Even cooler, my friend, Jeanne, signed up as well!  So now, two of my sisters and brothers-in-law and a good friend of mine all have memberships at Fitness19.  That's a great support group!

So, since Jeanne and I were already planning on hanging out tonight, and because we were anxious to get started, we decided to go work out together!  After getting our memberships we straightaway went home and changed clothes and went to the gym.  It was very intimidating at first.  In fact, I have had a lot of anxiety when trying to work out in a gym before... mostly caused by my insecurities and paranoia.  Tonight as we drove up to the gym we saw that it was packed!  This made me nervous right away, but I was determined to follow through, so I tried not to think about it.  Once we were inside, Jeanne and I split up as she wanted to do some aerobics on the elliptical and I wanted to try some strength training exercises from the book.  So as she got started working out I sat down and formulated a plan.  I used the formula prescribed by the book; I wrote down the area of the body the exercise focused on, the name of the exercise, the number of reps per set, and the intensity level I was trying to achieve with each set.  The author also recommended writing down the amount of weight used for each set, but not knowing what I was going for, I decided I would start with the lowest possible weights for each exercise and make each set more challenging as I went along.  Once I had the plan figured out and written down, then came the hard part.  I had to weave through the crowded gym, trying to find the right equipment for the exercise I wanted to start with.  I had a picture in the book, so I knew kind of what it looked like, but I wasn't 100% sure.  So many insecurities kept going through my mind... "Everyone in here looks so fit.  What if the equipment is already in use?  What if I use the equipment incorrectly? What if I break some gym etiquette that I'm unaware of?  Will I look like a fool since I'm obviously a beginner?"  But I buckled down and found the right equipment and got started.  Once I was in action it wasn't nearly so bad.  I could just focus on two things: the plan that I had written down and making sure I was doing the exercises correctly.

As recommended in the book, I took notes on the weights that I used, and if I was able to reach the intensity I was aiming for.  Since I didn't really achieve a very high intensity level this time, I know know I can use heavier weights next time around.  I focused on upper body exercises tonight.  I worked out my chest, my back and my shoulders.  By the time I was done with those three, Jeanne had finished her workout.  It had taken me a while to get started because of the planning and figuring out each exercise and equipment.  I skipped the biceps and triceps workout for today so that Jeanne wouldn't have to wait around for me.  In the future, I'll plan each workout before going to the gym so I can make good use of my time while I'm there.

I feel happy with how I started.  I overcame a huge fear and felt good while doing it.  Jeanne and I are planning on going back in the morning.  This time I'd like to try some lower body exercises.

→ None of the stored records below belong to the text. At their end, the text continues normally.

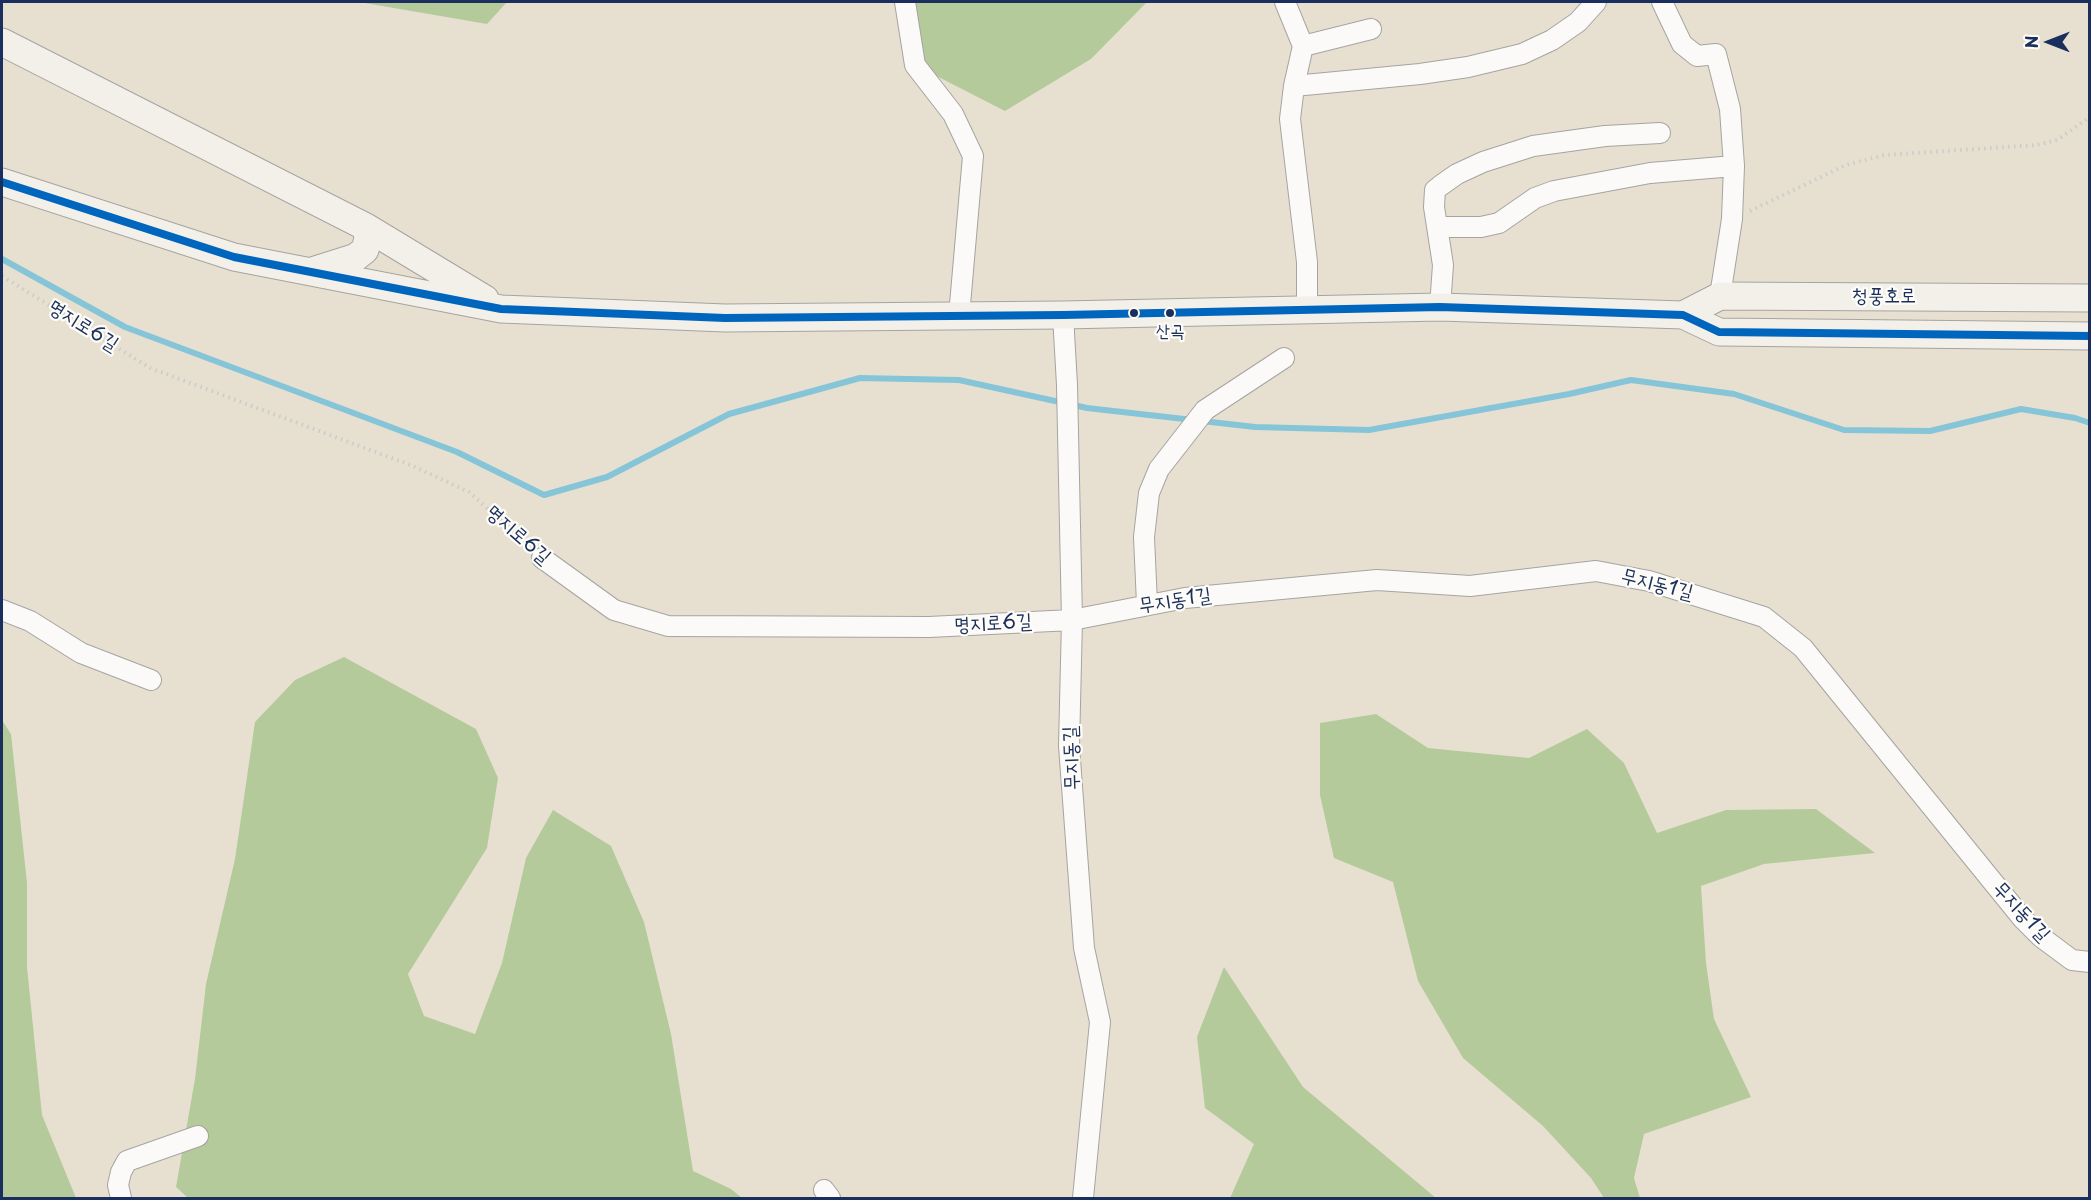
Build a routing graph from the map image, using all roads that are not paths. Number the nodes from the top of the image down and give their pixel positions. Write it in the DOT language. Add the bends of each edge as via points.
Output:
graph roads {
  1 [pos="905,2"];
  2 [pos="1285,2"];
  3 [pos="1596,2"];
  4 [pos="1662,2"];
  5 [pos="1371,29"];
  6 [pos="2,42"];
  7 [pos="1303,46"];
  8 [pos="1294,86"];
  9 [pos="1660,133"];
  10 [pos="1734,166"];
  11 [pos="2,182"];
  12 [pos="366,227"];
  13 [pos="1439,227"];
  14 [pos="314,271"];
  15 [pos="1720,296"];
  16 [pos="2090,298"];
  17 [pos="1440,307"];
  18 [pos="501,309"];
  19 [pos="1307,309"];
  20 [pos="1063,315"];
  21 [pos="1683,315"];
  22 [pos="959,316"];
  23 [pos="2090,336"];
  24 [pos="1284,358"];
  25 [pos="543,558"];
  26 [pos="1147,604"];
  27 [pos="2,610"];
  28 [pos="1072,620"];
  29 [pos="151,680"];
  30 [pos="2090,962"];
  31 [pos="198,1136"];
  32 [pos="121,1198"];
  33 [pos="1083,1198"];
  1 -- 22 [label="street" via="915,65 953,114 973,156"];
  2 -- 7 [label="street"];
  3 -- 8 [label="street" via="1578,22 1522,54 1432,72"];
  4 -- 10 [label="street" via="1682,44 1698,56 1716,54 1730,109"];
  5 -- 7 [label="street"];
  6 -- 12 [label="main road"];
  7 -- 8 [label="street"];
  8 -- 19 [label="street" via="1290,119 1307,262"];
  9 -- 13 [label="street" via="1533,146 1483,162 1435,190"];
  10 -- 13 [label="street" via="1650,173 1554,191 1535,198 1499,223"];
  10 -- 15 [label="street" via="1732,219"];
  11 -- 14 [label="main road, 청풍호로" via="234,257"];
  12 -- 14 [label="main road" via="365,250 356,257"];
  12 -- 18 [label="main road"];
  13 -- 17 [label="street" via="1443,265"];
  14 -- 18 [label="main road, 청풍호로"];
  15 -- 16 [label="main road, 청풍호로"];
  15 -- 21 [label="main road, 청풍호로"];
  17 -- 19 [label="main road, 청풍호로"];
  17 -- 21 [label="main road, 청풍호로"];
  18 -- 22 [label="main road, 청풍호로" via="725,318"];
  19 -- 20 [label="main road, 청풍호로"];
  20 -- 22 [label="main road, 청풍호로"];
  20 -- 28 [label="street, 무지동길"];
  21 -- 23 [label="main road, 청풍호로" via="1719,332"];
  24 -- 26 [label="street" via="1205,410 1159,469 1149,493 1144,537"];
  25 -- 28 [label="street, 명지로6길" via="614,610 668,626 929,627"];
  26 -- 28 [label="street, 무지동1길"];
  26 -- 30 [label="street, 무지동1길" via="1377,580 1470,586 1596,571 1649,581 1764,617 1803,648 2023,919 2072,960"];
  27 -- 29 [label="street" via="30,621 81,653"];
  28 -- 33 [label="street, 무지동길" via="1071,769 1084,948 1100,1022"];
  31 -- 32 [label="street" via="127,1161 118,1185"];
}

P.S.  The other areas of the challenge are also going relatively well.  Avoiding desserts is still trying at times.  It was hard this week because I decided to make a carrot cake for my sister's birthday, knowing I wouldn't be able to have a piece.  I admit I licked the spoon though!  I haven't really been focused on the eating schedule, so I know I've been eating more than I should, but I'm going to try to get back on track with that this coming week.  A plus I have discovered this week is that I have FAR fewer fast food cravings than I did before.  It is much easier to avoid thinking about fast food because I've conditioned myself to not have it as an option.  This means that I've been preparing more food at home lately.  This week I took some hamburger helper (not super healthy, I know) and added spinach and bell peppers to it to give it a little bit of nutrition.  I also made some chicken lo mein that wasn't too bad!  I'm learning.  I'm hoping in the future to be able to make more things from scratch.